At the age of 18, Hanna Renström is defined by her powerlessness, as changes both permanent and frightening toss her one way or the other. Her early life is a series of passive events: Hanna is banished from her home in provincial Sweden; she is given a job as a cook on a ship bound for Australia; she is widowed after being married to a young sailor for mere weeks.

Suspense author Mankell changes gears with a racially charged story set in colonial Africa.

In her first deliberate act, Hanna escapes the impenetrable sorrow of the ship by disembarking in Portuguese East Africa and taking up residence in a brothel barely disguised as a hotel. Hanna marries the brothel owner and almost immediately finds herself widowed again, and so she becomes the proprietress of the bordello and its black prostitutes.

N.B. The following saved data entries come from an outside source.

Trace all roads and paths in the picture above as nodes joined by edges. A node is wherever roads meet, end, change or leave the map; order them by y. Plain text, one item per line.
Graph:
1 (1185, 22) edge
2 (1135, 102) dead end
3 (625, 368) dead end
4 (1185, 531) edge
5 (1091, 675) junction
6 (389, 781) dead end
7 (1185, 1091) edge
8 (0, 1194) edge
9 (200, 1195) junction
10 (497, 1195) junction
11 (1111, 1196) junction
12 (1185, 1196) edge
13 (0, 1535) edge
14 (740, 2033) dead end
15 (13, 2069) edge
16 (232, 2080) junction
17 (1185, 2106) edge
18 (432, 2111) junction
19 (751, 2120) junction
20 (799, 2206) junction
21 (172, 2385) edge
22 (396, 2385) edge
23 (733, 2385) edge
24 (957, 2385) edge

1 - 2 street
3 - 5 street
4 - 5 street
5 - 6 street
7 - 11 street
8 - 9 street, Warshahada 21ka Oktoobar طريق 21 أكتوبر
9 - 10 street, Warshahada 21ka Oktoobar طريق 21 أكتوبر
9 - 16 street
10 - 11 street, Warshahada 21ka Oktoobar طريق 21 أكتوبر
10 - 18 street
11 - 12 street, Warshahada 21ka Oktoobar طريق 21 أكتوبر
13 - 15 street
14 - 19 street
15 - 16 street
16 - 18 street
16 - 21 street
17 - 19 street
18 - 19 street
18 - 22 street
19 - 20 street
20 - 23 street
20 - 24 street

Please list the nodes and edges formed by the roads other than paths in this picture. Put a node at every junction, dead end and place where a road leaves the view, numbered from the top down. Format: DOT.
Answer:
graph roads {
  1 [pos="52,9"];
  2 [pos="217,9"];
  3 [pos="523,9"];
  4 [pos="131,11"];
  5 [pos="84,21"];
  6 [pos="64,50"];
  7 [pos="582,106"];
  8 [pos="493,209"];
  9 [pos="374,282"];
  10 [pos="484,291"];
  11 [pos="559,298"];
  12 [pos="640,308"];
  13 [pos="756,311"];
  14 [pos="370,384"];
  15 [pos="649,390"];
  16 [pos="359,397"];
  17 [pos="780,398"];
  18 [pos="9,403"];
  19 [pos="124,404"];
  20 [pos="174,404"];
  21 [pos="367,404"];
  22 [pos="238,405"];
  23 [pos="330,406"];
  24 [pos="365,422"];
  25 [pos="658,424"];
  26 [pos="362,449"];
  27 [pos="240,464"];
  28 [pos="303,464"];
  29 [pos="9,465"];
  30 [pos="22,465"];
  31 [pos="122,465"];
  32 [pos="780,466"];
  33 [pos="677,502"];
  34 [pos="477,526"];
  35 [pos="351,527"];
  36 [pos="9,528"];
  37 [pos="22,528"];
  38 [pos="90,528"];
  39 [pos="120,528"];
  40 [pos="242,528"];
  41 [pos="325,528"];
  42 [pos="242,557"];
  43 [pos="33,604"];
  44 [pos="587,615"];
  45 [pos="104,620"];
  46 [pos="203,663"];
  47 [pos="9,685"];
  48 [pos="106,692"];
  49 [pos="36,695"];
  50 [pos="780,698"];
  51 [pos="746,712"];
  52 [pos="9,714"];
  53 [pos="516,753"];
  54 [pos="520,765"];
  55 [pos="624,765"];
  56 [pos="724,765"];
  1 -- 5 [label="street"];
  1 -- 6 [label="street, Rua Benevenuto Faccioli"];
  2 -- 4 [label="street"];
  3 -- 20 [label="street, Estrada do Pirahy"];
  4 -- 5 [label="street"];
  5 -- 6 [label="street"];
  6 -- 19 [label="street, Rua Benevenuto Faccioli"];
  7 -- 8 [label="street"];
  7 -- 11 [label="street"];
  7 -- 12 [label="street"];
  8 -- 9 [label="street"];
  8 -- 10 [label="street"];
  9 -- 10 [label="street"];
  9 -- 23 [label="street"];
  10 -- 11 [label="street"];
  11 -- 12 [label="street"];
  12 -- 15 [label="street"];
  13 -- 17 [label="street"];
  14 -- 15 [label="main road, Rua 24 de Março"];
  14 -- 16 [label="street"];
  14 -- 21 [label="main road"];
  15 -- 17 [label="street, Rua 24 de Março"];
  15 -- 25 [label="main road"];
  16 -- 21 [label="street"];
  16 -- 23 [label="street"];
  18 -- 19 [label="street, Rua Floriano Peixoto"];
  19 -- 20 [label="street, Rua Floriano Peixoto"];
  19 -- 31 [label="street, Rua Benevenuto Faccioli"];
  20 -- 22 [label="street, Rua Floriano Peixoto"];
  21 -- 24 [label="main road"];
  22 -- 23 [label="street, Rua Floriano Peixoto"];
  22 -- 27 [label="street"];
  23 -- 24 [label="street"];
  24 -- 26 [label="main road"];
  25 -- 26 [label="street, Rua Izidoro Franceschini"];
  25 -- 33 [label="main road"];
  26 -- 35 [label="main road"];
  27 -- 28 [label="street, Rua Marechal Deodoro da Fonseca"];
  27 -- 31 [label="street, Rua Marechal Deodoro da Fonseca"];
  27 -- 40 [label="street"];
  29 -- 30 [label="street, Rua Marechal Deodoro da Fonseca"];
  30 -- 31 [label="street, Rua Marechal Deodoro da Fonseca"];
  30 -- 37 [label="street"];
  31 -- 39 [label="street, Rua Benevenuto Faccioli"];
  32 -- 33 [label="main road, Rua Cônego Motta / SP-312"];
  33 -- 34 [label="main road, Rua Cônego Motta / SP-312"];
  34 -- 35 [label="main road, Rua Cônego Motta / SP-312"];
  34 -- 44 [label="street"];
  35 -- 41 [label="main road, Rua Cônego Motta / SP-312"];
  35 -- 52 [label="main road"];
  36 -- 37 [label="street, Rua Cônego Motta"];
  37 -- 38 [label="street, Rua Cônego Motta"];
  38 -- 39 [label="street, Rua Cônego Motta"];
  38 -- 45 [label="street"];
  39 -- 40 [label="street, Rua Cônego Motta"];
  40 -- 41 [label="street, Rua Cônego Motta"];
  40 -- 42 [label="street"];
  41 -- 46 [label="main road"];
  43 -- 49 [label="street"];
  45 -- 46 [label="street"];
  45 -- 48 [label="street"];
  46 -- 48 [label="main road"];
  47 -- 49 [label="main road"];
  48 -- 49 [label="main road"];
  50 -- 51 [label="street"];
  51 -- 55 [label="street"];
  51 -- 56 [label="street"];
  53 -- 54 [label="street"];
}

In turn-of-the-century Mozambique, where whites assert a perilous dominance over a simmering black population, Hanna’s status is determined by the color of her skin, a classification that chafes but is initially impossible to subvert. Her defining moment comes when a black woman kills a white man, and in an act of courage that edges on the unbelievable, Hanna aligns herself with the guilty woman, choosing gender over race.

Mankell, who divides his time between Sweden and Mozambique with “one foot in the snow and one foot in the sand,” comes at the postcolonial African narrative like so many European writers before him. A Treacherous Paradise is reactionary literature; like Conrad, and like Hanna herself, Mankell restages the players again and again to better understand the roles of racial imbalance, the unifying quality of fear and possibly his own place in the fold. Readers looking for some Wallander-style twists should keep looking, but fans of evenly paced tales of awakening will recognize the reward.